Common Methods

The ideal method of measuring oxygen consumption (VO2) uses gas analyzers with higher levels of measurement accuracy. This is called the benchmark. VO2max has traditionally been measured while the athlete runs on a treadmill or pedal on a cycle ergometer, with the intensity of the exercise increasing progressively, until it reaches voluntary exhaustion. The expired air is collected in the test, and the oxygen consumption is calculated. The maximum value reached is VO2max. Currently, the availability of portable gas analyzers (including breath-by-breath analysis equipment) makes oxygen consumption tests more agile and specific.

The high cost of these devices, the need for specialized personnel for their handling and a great deal of time in their use, makes impractical direct measurements of VO2max to study large populations. Considering these barriers for using direct measurements of VO2max, indirect methods using equations have been elaborated to estimate the VO2max, from simple measurements such as distance traveled, speed reached, time spent in the test and heart rate.
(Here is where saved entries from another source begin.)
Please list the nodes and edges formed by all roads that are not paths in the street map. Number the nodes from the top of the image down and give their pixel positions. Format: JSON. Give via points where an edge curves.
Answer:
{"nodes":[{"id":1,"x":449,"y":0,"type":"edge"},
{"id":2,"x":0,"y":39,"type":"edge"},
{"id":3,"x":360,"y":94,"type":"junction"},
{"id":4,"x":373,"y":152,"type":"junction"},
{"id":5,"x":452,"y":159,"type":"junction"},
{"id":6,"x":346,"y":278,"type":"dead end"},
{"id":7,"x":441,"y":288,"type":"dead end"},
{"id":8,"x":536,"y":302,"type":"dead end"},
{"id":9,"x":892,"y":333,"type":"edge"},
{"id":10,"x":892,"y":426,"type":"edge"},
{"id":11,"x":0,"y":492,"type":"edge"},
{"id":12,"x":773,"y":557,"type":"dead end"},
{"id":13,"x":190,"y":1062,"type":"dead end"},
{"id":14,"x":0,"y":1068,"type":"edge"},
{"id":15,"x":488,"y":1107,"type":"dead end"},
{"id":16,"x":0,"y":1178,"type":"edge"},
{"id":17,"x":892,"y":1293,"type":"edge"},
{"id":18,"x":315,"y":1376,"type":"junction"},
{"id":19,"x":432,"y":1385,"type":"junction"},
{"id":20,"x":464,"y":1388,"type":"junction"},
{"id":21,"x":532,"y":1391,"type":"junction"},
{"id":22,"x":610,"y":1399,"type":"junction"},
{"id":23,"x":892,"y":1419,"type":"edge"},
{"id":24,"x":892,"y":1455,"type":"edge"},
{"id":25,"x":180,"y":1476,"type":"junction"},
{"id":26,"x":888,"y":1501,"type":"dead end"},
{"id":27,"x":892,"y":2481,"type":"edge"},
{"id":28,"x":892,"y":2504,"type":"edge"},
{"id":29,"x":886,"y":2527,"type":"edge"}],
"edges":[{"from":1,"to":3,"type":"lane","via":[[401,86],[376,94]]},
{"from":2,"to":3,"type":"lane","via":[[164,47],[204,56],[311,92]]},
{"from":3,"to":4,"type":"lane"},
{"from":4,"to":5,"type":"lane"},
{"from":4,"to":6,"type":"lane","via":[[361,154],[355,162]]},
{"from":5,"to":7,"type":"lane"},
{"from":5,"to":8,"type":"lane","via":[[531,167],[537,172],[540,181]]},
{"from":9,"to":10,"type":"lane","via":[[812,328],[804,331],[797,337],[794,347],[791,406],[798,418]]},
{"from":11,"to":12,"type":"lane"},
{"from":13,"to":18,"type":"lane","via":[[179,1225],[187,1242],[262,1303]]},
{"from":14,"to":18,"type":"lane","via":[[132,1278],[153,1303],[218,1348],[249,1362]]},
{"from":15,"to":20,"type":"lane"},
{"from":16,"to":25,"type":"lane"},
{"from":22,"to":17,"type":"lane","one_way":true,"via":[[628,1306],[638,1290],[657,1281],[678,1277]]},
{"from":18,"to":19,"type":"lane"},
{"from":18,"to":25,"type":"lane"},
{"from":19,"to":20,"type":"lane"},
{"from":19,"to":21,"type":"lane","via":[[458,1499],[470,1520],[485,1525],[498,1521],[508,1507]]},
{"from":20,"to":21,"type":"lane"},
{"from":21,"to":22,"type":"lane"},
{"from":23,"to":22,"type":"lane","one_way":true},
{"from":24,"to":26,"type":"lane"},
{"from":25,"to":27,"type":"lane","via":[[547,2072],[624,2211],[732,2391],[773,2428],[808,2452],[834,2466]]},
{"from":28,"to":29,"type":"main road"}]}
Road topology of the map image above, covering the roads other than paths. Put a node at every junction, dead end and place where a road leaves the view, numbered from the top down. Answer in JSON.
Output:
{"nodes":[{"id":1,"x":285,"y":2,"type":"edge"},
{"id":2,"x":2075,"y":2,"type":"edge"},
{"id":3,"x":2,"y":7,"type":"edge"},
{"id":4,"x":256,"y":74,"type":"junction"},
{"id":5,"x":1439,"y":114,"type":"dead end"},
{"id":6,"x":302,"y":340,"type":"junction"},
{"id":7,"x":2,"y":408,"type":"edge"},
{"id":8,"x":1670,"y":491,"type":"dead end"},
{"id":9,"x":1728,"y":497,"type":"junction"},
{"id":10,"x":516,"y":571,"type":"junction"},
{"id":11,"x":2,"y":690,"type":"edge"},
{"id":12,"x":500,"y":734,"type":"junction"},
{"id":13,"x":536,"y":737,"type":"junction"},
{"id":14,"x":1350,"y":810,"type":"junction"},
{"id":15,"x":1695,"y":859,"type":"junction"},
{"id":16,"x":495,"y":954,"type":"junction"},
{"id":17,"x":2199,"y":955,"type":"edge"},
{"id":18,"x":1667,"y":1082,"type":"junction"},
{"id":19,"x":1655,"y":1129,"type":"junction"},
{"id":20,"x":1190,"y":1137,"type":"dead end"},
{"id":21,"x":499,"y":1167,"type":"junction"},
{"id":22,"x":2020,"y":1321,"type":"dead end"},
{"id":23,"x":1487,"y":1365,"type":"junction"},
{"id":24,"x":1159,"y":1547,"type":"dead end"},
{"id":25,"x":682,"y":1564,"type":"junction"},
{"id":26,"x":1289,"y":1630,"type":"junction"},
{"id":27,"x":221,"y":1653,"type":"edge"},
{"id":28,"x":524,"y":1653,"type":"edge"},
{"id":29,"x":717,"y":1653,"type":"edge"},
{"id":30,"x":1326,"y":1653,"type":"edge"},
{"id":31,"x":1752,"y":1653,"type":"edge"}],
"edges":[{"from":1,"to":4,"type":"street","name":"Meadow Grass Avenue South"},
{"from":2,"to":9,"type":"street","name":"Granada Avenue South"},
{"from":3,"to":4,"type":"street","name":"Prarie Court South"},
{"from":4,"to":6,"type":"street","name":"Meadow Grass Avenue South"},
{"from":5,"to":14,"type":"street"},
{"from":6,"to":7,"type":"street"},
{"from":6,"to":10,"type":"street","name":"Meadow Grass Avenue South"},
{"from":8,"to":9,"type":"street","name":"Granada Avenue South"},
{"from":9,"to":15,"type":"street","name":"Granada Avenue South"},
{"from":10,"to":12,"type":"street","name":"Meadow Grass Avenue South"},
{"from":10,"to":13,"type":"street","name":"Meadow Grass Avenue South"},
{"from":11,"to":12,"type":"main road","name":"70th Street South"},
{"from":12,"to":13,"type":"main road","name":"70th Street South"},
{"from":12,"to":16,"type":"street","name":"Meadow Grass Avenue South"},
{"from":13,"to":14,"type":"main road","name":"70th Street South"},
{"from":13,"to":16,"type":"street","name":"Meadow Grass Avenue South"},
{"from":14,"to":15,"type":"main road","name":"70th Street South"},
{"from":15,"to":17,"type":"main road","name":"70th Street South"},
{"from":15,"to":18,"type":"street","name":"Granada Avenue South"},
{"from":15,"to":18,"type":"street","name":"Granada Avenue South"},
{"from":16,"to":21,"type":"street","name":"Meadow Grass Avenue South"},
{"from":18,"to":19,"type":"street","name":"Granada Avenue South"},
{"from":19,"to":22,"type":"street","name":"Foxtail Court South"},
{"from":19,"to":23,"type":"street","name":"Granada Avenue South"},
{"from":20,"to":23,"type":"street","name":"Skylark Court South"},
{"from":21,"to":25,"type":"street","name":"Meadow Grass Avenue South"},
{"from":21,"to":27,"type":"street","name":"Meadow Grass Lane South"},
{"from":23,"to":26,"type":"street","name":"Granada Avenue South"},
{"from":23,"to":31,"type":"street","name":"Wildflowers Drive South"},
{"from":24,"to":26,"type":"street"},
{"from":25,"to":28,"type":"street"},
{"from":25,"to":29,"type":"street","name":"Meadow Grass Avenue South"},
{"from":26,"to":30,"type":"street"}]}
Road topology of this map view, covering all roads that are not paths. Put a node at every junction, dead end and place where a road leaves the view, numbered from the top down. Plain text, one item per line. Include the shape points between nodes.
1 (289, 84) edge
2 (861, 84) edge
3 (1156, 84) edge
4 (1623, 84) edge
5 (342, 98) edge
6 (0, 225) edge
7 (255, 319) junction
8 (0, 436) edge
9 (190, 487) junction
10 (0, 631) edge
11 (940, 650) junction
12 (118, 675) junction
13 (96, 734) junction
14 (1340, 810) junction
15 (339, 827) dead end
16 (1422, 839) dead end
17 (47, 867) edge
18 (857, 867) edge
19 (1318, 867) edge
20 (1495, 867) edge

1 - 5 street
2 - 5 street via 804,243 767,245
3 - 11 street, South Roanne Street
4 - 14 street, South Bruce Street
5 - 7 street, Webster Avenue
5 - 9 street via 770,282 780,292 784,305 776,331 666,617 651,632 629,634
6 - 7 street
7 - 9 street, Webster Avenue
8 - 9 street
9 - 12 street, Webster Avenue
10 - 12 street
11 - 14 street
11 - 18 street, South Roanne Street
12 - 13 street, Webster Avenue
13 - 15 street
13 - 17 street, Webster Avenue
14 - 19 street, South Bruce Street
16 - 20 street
There are several so-called “indirect” tests, and in particular three of them have been widely applied to estimate VO2max: the 20-meter “Shutle run” test, Cooper’s 12-minute test, and lactate threshold. They show high correlation when compared to the test performed in a treadmill with gradual increase of speed and direct measurements using gas analyzers.

20-meter “Shutle run”

The “Shutle run” test was introduced by Léger in a paper from 1988. The athlete runs back and forth on a 20 m course.  The athlete must touch the 20 m line at the same time a pre-recorded sound. The pace is controlled by the frequency of the sound signals, which are recorded to increase the pace at pre-established levels by 0.5 Km/h increments. When the athlete can no longer follow the pace, the last stage number is used to predict maximal oxygen uptake (VO2max). It considers the speed corresponding to that stage and age to calculate the VO2max. There are several variations of this method.

Cooper Run Test (CRT)

Cooper Run Test (CRT) is a popular method based on the book Aerobics by Dr. Kenneth Cooper from 1968. It is a simple method that aims to determine the distance covered in 12 minutes of running and/or walking. The result is then used to indirectly estimate VO2max.

Lactate Threshold (LT)

It is an anaerobic test in which blood samples are collected at intervals during an incremental exercise test. Lactate accumulates in the blood during exercise and it is a good marker for fatigue and a way to indirectly estimate VO2max.